Secondly, the powers of antimonopoly authorities, as set out in section 12 of the Law, are aimed at prevention of disturbances of competition and its restoration if disturbances take place. It does not appear that the main goal of the process is to punish or deter offenders. Even though section 12-4 of the Law empowers the antimonopoly bodies to impose administrative sanctions, it follows from section 23 that these sanctions are imposed for obstructing the authorities’ investigation, and do not serve as punishment for substantive antimonopoly violations.
Thirdly, pursuant to section 6-4 of the Law, certain types of monopolistic behaviour may even be authorised by the State if proven to serve common good. Genuinely criminal behaviour is not usually subject to such utilitarian justification.
Lastly, freedom of market competition is a relative, situational value and encroachments on it are not inherently wrong in themselves.
(c) Severity of the potential penalty
As to the third criterion, the Court notes that section 6-1 of the Competition Law, under which the applicant companies were charged, does not provide for any specific sanctions as such. Offenders must, nevertheless, comply with orders issued by the TU MAP pursuant to section 12 of the Law. These orders range from a simple warning to stop monopolistic activity to compulsory division of the company. In the Court’s opinion these powers of the TU MAP belong to regulatory field. So does the confiscation of unlawfully gained profit, to which the applicant companies were subjected. The Court considers that this order is intended as pecuniary compensation for damage rather than as a punishment to deter re-offending (see, by contrast, Bendenoun v. France , judgment of 24 February 1994, Series A no. 284, § 47).

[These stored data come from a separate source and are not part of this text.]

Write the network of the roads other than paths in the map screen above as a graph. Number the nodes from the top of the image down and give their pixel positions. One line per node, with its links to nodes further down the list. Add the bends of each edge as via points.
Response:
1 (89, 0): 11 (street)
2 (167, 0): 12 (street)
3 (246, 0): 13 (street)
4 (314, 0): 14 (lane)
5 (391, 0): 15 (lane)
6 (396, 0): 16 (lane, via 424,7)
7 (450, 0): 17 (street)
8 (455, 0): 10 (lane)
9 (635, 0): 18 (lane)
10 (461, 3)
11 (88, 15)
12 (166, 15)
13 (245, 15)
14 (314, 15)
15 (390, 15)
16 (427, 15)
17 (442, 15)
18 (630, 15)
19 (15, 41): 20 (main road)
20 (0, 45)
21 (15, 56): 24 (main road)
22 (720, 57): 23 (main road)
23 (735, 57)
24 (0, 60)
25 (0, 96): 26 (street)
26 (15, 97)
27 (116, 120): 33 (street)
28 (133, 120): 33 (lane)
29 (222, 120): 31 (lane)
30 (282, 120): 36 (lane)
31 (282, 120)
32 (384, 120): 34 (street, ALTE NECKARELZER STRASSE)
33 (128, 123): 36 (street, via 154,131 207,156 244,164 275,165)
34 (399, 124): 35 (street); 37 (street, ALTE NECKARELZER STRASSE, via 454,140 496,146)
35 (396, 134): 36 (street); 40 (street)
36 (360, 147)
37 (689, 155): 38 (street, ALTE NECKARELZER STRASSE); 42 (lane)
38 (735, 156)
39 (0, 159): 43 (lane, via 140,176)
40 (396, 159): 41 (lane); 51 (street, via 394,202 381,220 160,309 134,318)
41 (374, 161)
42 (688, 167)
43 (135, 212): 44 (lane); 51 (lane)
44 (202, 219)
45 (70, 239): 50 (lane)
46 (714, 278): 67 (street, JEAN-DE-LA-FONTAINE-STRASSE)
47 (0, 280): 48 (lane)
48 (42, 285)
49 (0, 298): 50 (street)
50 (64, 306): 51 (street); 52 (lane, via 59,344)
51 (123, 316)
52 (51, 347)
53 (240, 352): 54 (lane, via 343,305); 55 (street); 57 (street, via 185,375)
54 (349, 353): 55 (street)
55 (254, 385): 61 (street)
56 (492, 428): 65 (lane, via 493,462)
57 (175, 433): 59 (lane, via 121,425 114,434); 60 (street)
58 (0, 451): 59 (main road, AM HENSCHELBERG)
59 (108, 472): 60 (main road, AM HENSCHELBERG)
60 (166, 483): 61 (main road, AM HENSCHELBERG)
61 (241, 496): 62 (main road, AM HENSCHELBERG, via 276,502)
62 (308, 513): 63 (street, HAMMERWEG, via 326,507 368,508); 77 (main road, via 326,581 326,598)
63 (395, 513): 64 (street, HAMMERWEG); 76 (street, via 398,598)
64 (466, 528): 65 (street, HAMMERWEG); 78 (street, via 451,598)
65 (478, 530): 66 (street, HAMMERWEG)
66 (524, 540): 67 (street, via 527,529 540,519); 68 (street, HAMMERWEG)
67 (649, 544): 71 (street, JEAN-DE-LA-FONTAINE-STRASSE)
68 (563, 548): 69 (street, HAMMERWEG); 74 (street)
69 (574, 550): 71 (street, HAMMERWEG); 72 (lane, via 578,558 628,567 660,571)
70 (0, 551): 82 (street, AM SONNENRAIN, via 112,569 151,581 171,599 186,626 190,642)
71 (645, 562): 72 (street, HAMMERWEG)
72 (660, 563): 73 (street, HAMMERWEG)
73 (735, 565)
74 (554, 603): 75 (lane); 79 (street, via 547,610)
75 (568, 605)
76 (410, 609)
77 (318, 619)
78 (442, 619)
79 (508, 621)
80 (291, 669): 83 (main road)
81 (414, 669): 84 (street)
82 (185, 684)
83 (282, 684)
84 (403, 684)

Having regard to these factors, the Court concludes that the applicant companies were not “charged with a criminal offence” for the purposes of Article 6. Accordingly, this Article is not applicable.
It follows that this complaint is incompatible ratione materiae with the provisions of the Convention within the meaning of Article 35 § 3 and must be rejected in accordance with Article 35 § 4.
For these reasons, the Court unanimously
Decides to strike the application of OOO Neste St. Petersburg out of its list of cases;
and by a majority
Declares inadmissible the remaining applications.